We can make direct substitutions to get:

    \[ \begin{array}{@{}ll@{}}  z\mathbf{Q}_1(z) &= \mathbf{A}_1\mathbf{Q}_1(z) + \mathbf{B}_1\mathbf{X}(z) \\ z\mathbf{Q}_2(z) &= \mathbf{A}_2\mathbf{Q}_2(z) + \mathbf{B}_2\mathbf{C}_1 \mathbf{Q}_1(z) + \mathbf{B}_2 \mathbf{D}_1\mathbf{X}(z) \\ \mathbf{Y}(z) &= \mathbf{C}_2 \mathbf{Q}_2(z) + \mathbf{D}_2\mathbf{C}_1 \mathbf{Q}_1(z) + \mathbf{D}_2\mathbf{D}_1\mathbf{X}(z) \end{array} \]

We can re-write the above as a set of block matrix equations:

    \[ \begin{array}{@{}ll@{}} z\begin{pmatrix}\mathbf{Q}_2(z) \\ \mathbf{Q}_1(z)\end{pmatrix} &= \begin{pmatrix} \mathbf{A}_2 & \mathbf{B}_2 \mathbf{C}_1 \\ \mathbf{0} & \mathbf{A}_1 \end{pmatrix} \begin{pmatrix}\mathbf{Q}_2(z) \\ \mathbf{Q}_1(z)\end{pmatrix} + \begin{pmatrix}\mathbf{B}_2 \mathbf{D}_1 \\ \mathbf{B}_1\end{pmatrix} \mathbf{X}(z) \\ \mathbf{Y}(z) &= \begin{pmatrix}\mathbf{C}_2 & \mathbf{D}_2 \mathbf{C}_1 \end{pmatrix}\begin{pmatrix}\mathbf{Q}_2(z) \\ \mathbf{Q}_1(z)\end{pmatrix} + \mathbf{D}_2 \mathbf{D}_1 \mathbf{X}(z) \end{array} \]

This provides a direct method for connecting systems together into one larger system.
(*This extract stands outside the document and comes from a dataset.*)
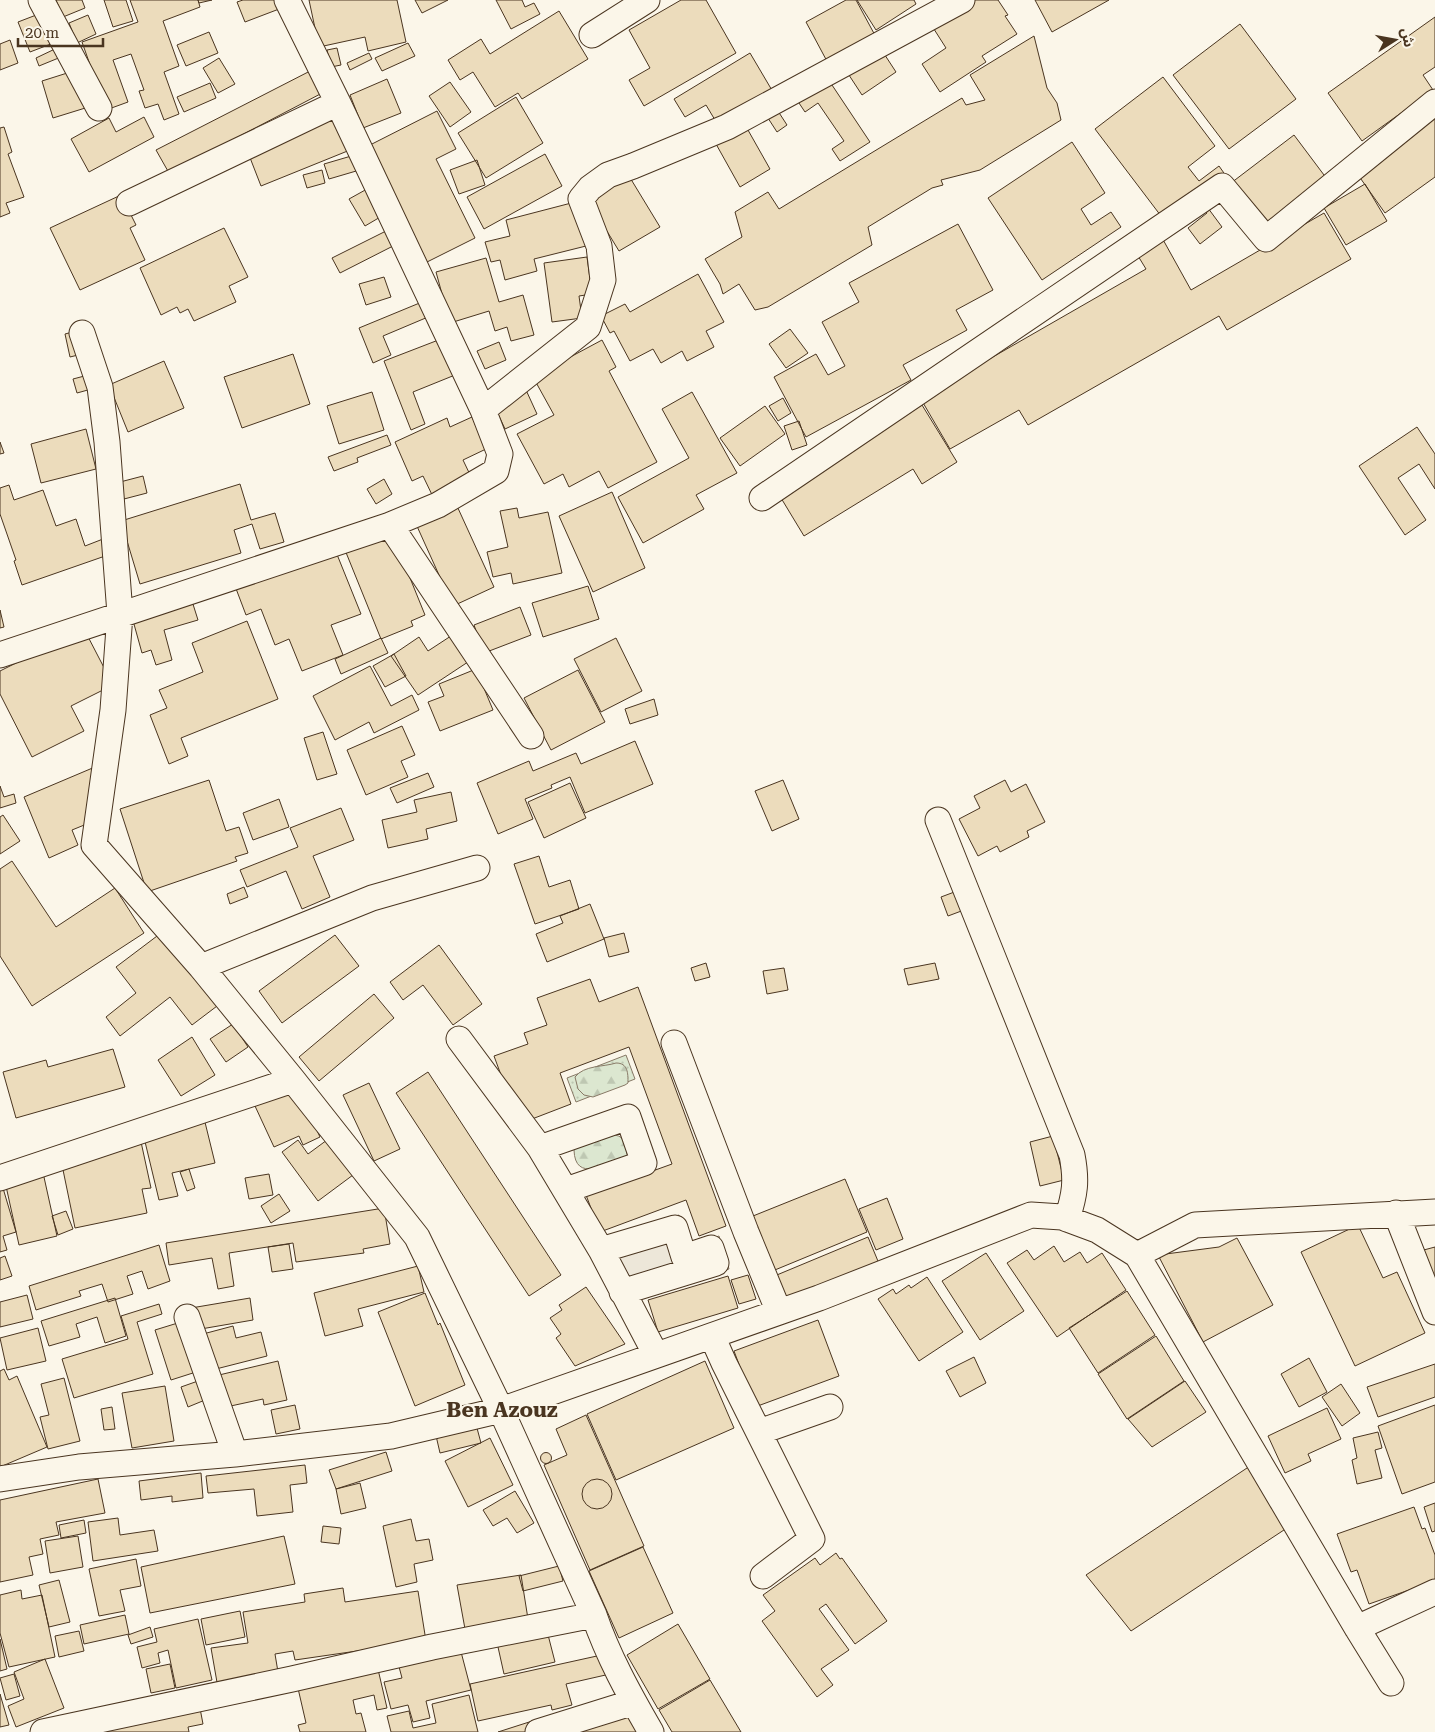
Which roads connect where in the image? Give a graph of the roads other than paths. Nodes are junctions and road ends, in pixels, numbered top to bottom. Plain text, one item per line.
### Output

As \mathbf{A} is an upper-triangular block-diagonal matrix, the eigenvalues of the new system are the same as those of the existing systems and the \mathbf{B}_2\mathbf{C}_1 term in the connected system has no influence. Given that, can we decouple the sections completely? i.e. can we completely eliminate the \mathbf{B}_2\mathbf{C}_1 term by using a similarity transform as described previously? Let’s pose the question using block matrices:

    \[ \begin{pmatrix} \mathbf{A}_2 & \mathbf{0} \\ \mathbf{0} & \mathbf{A}_1 \end{pmatrix} \begin{pmatrix} \mathbf{W}_{00} & \mathbf{W}_{01} \\ \mathbf{W}_{10} & \mathbf{W}_{11} \end{pmatrix} = \begin{pmatrix} \mathbf{W}_{00} & \mathbf{W}_{01} \\ \mathbf{W}_{10} & \mathbf{W}_{11} \end{pmatrix} \begin{pmatrix} \mathbf{A}_2 & \mathbf{B}_2 \mathbf{C}_1 \\ \mathbf{0} & \mathbf{A}_1 \end{pmatrix} \]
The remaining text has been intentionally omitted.